Borage oil is available in capsules and bottles. Capsules of borage oil typically contain about 24% GLA. Doses used for the management of rheumatoid arthritis range from about 360 milligrams to 2.8 grams daily, in divided doses (expressed as GLA). For management of atopic dermatitis, doses of 320 to 480 milligrams (expressed as GLA) are used, taken daily in divided doses. Doses up to 2 grams daily (expressed as GLA) have been used by those with hypertriglyceridemia. For long-term use, borage oil should be certified free of unsaturated pyrrolizidine alkaloids. Borage oil supplements should contain an antioxidant, such as vitamin E, to protect the unsaturated fatty acids against oxidation.

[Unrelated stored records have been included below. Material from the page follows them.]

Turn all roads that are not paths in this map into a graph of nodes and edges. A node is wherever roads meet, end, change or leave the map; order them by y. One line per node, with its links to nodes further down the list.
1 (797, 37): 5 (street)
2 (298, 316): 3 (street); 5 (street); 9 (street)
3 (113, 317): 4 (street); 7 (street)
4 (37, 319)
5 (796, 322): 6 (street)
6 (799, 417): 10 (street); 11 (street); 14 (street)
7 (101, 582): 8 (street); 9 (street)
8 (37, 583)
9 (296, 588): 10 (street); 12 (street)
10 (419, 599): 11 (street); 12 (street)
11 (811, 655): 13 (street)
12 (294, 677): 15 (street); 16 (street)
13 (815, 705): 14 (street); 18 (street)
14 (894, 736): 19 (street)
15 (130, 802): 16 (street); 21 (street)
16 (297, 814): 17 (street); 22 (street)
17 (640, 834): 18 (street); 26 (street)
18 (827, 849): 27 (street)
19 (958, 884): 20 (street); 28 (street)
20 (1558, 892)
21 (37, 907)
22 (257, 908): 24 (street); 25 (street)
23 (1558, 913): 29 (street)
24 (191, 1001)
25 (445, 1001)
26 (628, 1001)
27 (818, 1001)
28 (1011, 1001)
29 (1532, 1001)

LiteratureFor additional literature, see Gamma-Linolenic Acid (GLA) and Evening Primrose Oil monographs.Huang Y-S, Mills DE, eds. Gamma-Linolenic Acid: Metabolism and its Roles in Nutrition. Champaign, IL: American Oil Chemists Society Press; 1996.
Research & Summary
See Gamma-Linolenic Acid (GLA).
Contraindications, Precautions & Adverse Reactions
Known hypersensitivity to a borage oil-containing product.
Pregnant women and nursing mothers should avoid using borage oil supplements. Those with a history of partial complex seizure disorders, such as temporal lobe epilepsy, should avoid using borage oil. Likewise, those with other types of seizure disorders and schizophrenics who are being treated with certain neuroleptic drugs, such as aliphatic phenothiazines (e.g. chlorpromazine), which may lower seizure threshold, should avoid using borage oil. Because of possible antithrombotic activity of borage oil, those with hemophilia or other hemorrhagic diatheses and those taking warfarin should exercise caution in the use of this supplement. Borage oil supplementation should be halted before any surgical procedure.

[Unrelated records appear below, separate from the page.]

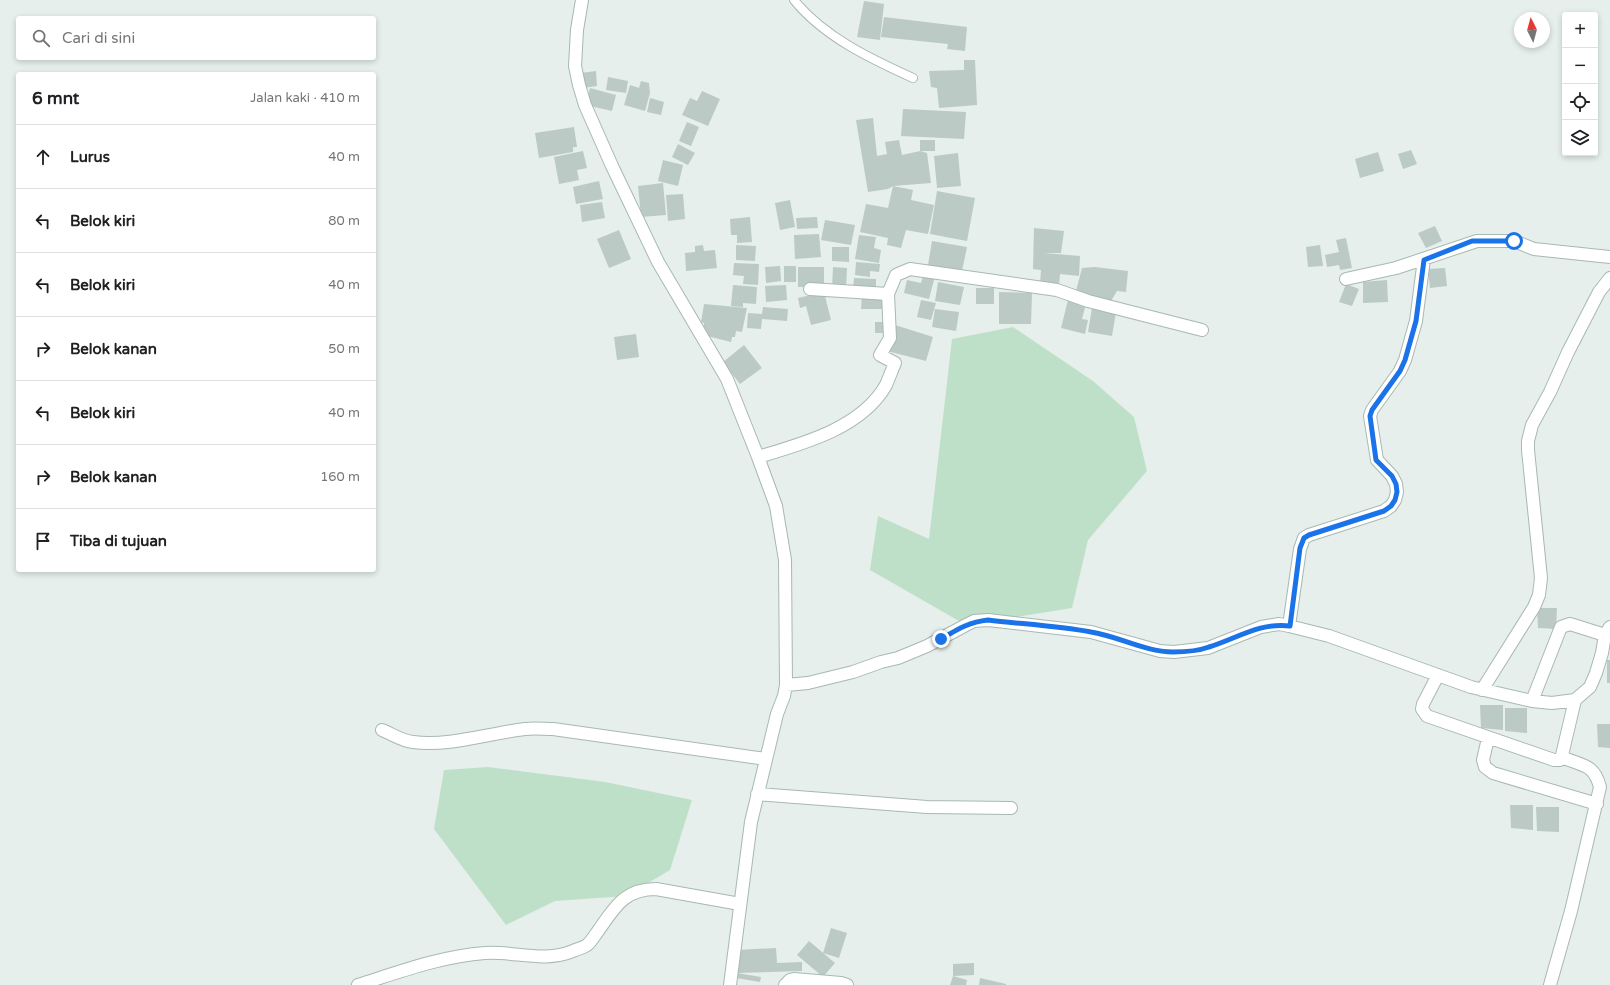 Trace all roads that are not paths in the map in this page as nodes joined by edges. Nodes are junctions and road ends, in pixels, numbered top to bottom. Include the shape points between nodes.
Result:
1 (582, 0) edge
2 (794, 0) edge
3 (913, 78) dead end
4 (1610, 257) edge
5 (1424, 260) junction
6 (1610, 278) edge
7 (1346, 279) dead end
8 (810, 289) dead end
9 (888, 294) junction
10 (1202, 330) dead end
11 (758, 458) junction
12 (1290, 626) junction
13 (1608, 631) edge
14 (1438, 675) junction
15 (786, 685) junction
16 (1482, 690) junction
17 (1575, 700) junction
18 (1532, 701) junction
19 (382, 730) dead end
20 (1488, 738) junction
21 (1564, 758) junction
22 (766, 759) junction
23 (757, 794) junction
24 (1597, 804) junction
25 (1011, 808) dead end
26 (740, 904) junction
27 (358, 985) edge
28 (733, 985) edge
29 (785, 985) edge
30 (846, 985) edge
31 (1550, 985) edge

1 - 11 street via 576,36 575,66 585,105 658,262 727,379
2 - 3 lane via 818,25 879,64
4 - 5 street via 1534,249 1514,241 1477,241
5 - 7 street
5 - 12 street via 1416,321 1405,360 1370,416 1376,460 1392,476 1396,484 1395,500 1384,511 1304,538 1300,548
6 - 16 street via 1595,299 1530,432 1528,450 1541,578 1540,591 1534,607
8 - 9 street
9 - 10 street via 896,274 910,269 1057,290 1088,301
9 - 11 street via 890,338 880,355 895,362 885,386 869,406 838,430
11 - 15 street via 776,506 785,560
12 - 14 street via 1330,636
12 - 15 street via 1279,624 1261,627 1208,648 1174,652 1160,651 1091,632 988,620 974,621 898,658 808,684
13 - 17 street via 1590,687
13 - 18 street via 1570,624 1561,627
14 - 16 street
14 - 20 street via 1423,704 1424,713
15 - 22 street
16 - 18 street
17 - 18 street via 1552,703
17 - 21 street via 1562,751
19 - 22 street via 401,740 413,742 464,740 526,729 553,729
20 - 21 street via 1554,760
20 - 24 street via 1483,760 1485,767 1493,773
21 - 24 street via 1593,770 1600,787
22 - 23 street
23 - 25 street via 927,807
23 - 26 street
24 - 31 street
26 - 27 street via 646,889 626,896 588,944 571,952 542,957 501,953 461,956
26 - 28 street
29 - 30 street via 794,979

Because of its possible inhibition of lymphocyte function, those with immune deficiency disorders, such as AIDS, should exercise caution in the use of borage oil.
Pyrrolizidine alkaloids, such as amabiline, lycopsamine and thesinine, are found in various parts of the borage plant. The unsaturated pyrrolizidine alkaloids, such as amabiline, are potentially hepatotoxic and carcinogenic. Amabiline has not been detected in borage oil supplements down to five parts per million. However, chronic consumption of borage oil containing levels of amabiline of one part per million may prove harmful. Those who use borage oil chronically should only use products that are certified free of unsaturated pyrrolizidine alkaloids.
Borage oil may cause such gastrointestinal symptoms as nausea, vomiting, flatulence, diarrhea and bloating. Similar to evening primrose oil, borage oil may precipitate symptoms of undiagnosed complex partial seizures and should be used, if at all, with extreme caution in those with a history of seizure disorders or those taking drugs that lower the seizure threshold, such as aliphatic phenothiazines (e.g., chlorpromazine).
Use of borage oil in schizophrenics who are being treated with certain neuroleptic agents that lower seizure threshold — e.g. aliphatic phenothiazines, such as chlorpromazine — may cause partial complex seizures and possibly other types of seizures. Interactions may occur between borage oil and anticoagulants, such as warfarin, as well as antiplatelet drugs, such as aspirin and NSAIDs. Such interactions may enhance the effects of the anticoagulants and antiplatelet drugs. Manifestations of such interactions, if they were to occur, include nosebleeds, hematuria and increased susceptibility to bruising. Borage oil intake should be stopped if these symptoms occur.
Interactions may occur if borage oil is used with supplements that have antithrombotic activity, such as fish oils. This may be manifested by nosebleeds and increased susceptibility to bruising.
Interactions may occur if borage oil is used with such herbs as garlic (Allium sativum) and ginkgo (Ginkgo biloba). Such interactions may be manifested by nosebleeds and easy bruising.